Walker, Roberts, and Allen had attended the same college, and Roberts and Allen had been roommates in college. The three men knew each other and socialized together. Walker was involved in a car wreck in 2006, and shortly before his murder, he was advised that he might recover $50,000 in damagesas a result of the wreck. He told his landlord, who also had ties to the same college, that he was expecting a settlement check. Walker was viewed as an “entrepreneur,” and was seen on his created website holding up “a wad of money.” Roberts, Allen, and others referred to Walker by the nickname “C–Money.”
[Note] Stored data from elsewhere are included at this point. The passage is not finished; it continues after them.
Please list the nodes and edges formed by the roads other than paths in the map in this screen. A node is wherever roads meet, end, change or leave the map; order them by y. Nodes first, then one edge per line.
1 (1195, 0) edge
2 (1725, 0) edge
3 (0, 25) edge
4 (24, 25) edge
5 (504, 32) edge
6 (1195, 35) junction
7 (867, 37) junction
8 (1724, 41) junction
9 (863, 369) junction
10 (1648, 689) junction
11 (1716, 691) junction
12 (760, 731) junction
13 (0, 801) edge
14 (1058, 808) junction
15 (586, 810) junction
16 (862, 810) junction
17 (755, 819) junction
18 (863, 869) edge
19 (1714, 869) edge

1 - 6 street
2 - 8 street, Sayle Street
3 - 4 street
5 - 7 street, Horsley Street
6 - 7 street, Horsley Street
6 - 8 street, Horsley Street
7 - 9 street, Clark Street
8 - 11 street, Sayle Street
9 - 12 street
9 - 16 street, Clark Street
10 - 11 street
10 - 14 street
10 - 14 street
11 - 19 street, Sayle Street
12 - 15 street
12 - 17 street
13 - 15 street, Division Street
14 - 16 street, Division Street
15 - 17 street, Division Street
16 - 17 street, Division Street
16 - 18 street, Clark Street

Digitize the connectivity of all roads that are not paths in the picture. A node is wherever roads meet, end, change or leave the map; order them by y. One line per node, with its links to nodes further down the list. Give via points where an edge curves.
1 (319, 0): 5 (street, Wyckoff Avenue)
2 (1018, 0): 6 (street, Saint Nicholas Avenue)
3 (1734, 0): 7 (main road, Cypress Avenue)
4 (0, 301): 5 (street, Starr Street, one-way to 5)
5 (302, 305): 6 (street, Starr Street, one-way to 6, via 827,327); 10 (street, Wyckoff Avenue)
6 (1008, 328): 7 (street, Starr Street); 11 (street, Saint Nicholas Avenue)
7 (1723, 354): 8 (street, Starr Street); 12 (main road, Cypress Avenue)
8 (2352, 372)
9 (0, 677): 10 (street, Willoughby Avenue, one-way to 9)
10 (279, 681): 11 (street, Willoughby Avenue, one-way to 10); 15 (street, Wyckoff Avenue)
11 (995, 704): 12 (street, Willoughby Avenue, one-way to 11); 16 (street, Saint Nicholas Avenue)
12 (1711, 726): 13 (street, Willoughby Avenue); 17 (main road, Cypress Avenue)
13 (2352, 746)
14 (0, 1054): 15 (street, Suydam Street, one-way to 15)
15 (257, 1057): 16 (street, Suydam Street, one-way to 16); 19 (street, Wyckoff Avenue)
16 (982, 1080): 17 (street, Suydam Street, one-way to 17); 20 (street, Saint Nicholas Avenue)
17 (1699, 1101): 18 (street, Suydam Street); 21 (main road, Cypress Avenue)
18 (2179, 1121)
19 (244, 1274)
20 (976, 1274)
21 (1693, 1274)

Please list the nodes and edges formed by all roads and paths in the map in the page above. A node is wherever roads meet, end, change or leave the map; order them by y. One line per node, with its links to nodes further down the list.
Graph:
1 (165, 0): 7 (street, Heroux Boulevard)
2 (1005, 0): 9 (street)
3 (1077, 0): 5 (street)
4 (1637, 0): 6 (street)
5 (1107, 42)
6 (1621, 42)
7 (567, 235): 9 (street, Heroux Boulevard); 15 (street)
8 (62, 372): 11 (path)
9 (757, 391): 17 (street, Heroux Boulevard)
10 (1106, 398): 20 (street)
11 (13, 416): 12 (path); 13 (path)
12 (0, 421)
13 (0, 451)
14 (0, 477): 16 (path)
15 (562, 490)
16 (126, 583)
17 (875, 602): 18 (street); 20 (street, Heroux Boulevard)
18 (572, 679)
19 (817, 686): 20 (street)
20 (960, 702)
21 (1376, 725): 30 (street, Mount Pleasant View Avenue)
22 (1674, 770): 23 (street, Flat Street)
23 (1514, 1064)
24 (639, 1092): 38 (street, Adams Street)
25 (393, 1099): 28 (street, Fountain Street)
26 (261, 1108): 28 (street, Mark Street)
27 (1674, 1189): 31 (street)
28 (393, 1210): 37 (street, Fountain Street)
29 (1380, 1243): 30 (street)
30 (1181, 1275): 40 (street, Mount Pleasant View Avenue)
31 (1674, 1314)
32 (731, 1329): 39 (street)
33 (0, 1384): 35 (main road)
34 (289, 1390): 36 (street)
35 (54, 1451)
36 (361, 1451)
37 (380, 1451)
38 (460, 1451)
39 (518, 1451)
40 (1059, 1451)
When the police arrived at Walker's residence, they found the back door open, and no signs of forced entry. However, the house showed signs of a struggle with debris on the floor and blood throughout. Items, including a pair of scissors and remnants of Walker's hair, were on the living room floor, and they were placed in a pile in a manner indicating that someone intended to burn them. The globe from a hurricane oil lamp was on the floor near the debris and close to dried smeared blood, which blood was determined to be Walker's and part of a pattern of someone actively bleeding. An empty bottle which had contained lamp oil was found near the debris. Roberts's fingerprints were recovered from the lamp globe; no other fingerprints, including Walker's, were on it. The base of the lamp was found undisturbed on top of a television approximately eight feet away from the globe, and there were no usable fingerprints found on the base.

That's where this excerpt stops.